[Docs] [txt|pdf] [Tracker] [Email] [Diff1] [Diff2] [Nits]

Versions: 00 01 02 03 04

Network Working Group                                    C. Castelluccia
Internet-Draft                                                     INRIA
Expires: January 20, 2007                                      F. Dupont
                                                                   CELAR
                                                           G. Montenegro
                                                               Microsoft
                                                           July 19, 2006


               A Simple Privacy Extension for Mobile IPv6
                  draft-dupont-mip6-privacyext-04.txt

Status of this Memo

   By submitting this Internet-Draft, each author represents that any
   applicable patent or other IPR claims of which he or she is aware
   have been or will be disclosed, and any of which he or she becomes
   aware will be disclosed, in accordance with Section 6 of BCP 79.

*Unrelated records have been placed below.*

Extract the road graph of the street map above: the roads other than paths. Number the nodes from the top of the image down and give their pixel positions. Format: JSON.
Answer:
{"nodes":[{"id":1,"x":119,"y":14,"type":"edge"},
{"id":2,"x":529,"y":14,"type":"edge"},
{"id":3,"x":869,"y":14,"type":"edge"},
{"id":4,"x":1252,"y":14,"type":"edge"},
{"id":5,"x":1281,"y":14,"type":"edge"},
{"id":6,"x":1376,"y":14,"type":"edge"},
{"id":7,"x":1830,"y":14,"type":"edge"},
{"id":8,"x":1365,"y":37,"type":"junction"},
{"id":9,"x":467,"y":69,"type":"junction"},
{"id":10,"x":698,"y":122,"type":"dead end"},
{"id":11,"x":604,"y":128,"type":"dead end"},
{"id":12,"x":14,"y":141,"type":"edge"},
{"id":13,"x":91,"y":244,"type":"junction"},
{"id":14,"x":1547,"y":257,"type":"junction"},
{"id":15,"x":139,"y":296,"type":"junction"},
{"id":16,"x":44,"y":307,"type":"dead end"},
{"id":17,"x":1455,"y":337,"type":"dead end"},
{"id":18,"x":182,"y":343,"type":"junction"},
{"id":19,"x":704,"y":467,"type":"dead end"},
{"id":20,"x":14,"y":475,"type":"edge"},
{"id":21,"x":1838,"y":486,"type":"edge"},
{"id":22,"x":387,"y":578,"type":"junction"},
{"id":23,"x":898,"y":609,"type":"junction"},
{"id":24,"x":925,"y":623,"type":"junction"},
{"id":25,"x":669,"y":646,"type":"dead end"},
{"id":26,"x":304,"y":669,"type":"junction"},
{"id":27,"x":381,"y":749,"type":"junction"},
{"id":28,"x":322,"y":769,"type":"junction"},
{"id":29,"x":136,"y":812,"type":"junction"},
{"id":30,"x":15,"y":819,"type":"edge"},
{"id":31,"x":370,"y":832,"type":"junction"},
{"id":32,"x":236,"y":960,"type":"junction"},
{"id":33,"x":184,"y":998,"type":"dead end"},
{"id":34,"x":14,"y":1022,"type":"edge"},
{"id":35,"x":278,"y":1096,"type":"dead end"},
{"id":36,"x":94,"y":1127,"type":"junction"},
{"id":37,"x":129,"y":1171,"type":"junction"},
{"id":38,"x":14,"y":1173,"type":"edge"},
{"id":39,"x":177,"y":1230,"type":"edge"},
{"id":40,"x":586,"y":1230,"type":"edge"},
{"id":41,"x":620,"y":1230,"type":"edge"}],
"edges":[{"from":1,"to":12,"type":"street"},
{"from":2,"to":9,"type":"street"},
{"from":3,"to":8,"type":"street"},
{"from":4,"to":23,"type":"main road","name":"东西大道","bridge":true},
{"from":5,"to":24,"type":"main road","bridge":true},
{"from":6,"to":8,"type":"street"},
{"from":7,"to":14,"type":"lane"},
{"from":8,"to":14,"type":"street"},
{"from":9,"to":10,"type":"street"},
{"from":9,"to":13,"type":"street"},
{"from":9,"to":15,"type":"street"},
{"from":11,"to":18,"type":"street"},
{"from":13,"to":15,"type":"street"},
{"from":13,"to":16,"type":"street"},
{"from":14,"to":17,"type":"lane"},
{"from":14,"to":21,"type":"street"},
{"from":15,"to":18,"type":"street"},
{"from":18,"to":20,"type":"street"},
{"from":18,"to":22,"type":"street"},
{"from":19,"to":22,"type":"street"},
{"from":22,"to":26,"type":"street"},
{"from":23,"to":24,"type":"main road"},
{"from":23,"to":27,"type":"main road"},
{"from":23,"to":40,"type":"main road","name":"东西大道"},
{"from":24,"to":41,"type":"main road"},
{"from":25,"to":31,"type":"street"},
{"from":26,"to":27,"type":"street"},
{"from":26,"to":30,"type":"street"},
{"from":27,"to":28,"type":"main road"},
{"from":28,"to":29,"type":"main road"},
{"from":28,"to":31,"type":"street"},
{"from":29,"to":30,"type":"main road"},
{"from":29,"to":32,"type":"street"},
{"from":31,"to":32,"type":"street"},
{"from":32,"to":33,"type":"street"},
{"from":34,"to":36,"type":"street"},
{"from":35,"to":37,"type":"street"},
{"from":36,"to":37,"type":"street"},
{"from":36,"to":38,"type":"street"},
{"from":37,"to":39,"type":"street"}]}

   Internet-Drafts are working documents of the Internet Engineering
   Task Force (IETF), its areas, and its working groups.  Note that
   other groups may also distribute working documents as Internet-
   Drafts.

   Internet-Drafts are draft documents valid for a maximum of six months
   and may be updated, replaced, or obsoleted by other documents at any
   time.  It is inappropriate to use Internet-Drafts as reference
   material or to cite them other than as "work in progress."

   The list of current Internet-Drafts can be accessed at
   http://www.ietf.org/ietf/1id-abstracts.txt.

   The list of Internet-Draft Shadow Directories can be accessed at
   http://www.ietf.org/shadow.html.

   This Internet-Draft will expire on January 20, 2007.

Copyright Notice

   Copyright (C) The Internet Society (2006).

Abstract

   This draft presents a simple privacy extension for Mobile IPv6 that
   prevents eavesdroppers from identifying the packets sent or received
   from a particular mobile node.  This extension also allows a mobile
   node to hide its identity from correspondent nodes when the mobile
   node initiates the communication.



Castelluccia, et al.    Expires January 20, 2007                [Page 1]


Internet-Draft              MIPv6 Privacy Ext                  July 2006


1.  Introduction

   In Mobile IPv6 [RFC3775], the home address of a mobile node is
   included in the packets that it sends and receives.

   As a result any node in the network can identify packets that belong
   to a particular mobile node (and use them to perform some kind of
   traffic analysis) and track its movements (i.e., its care-of address)
   and usage.  We propose a solution to prevent such tracking while
   still using route optimization.

   In particular our proposal solves the two following problems:

   -  Privacy of mobile client from its correspondent node and from any
      eavesdroppers in the network: the mobile node connects to a remote
      node (a server for example) and wants to hide it identity (i.e.,
      its home address) from this node and from any eavesdropper in the
      network while still being able to move.

   -  Privacy of mobile server from eavesdroppers: the remote node
      initiates the communication and the mobile node is able to hide
      its identity (and therefore its locations) from any eavesdropper
      in the network (but not from the remote node).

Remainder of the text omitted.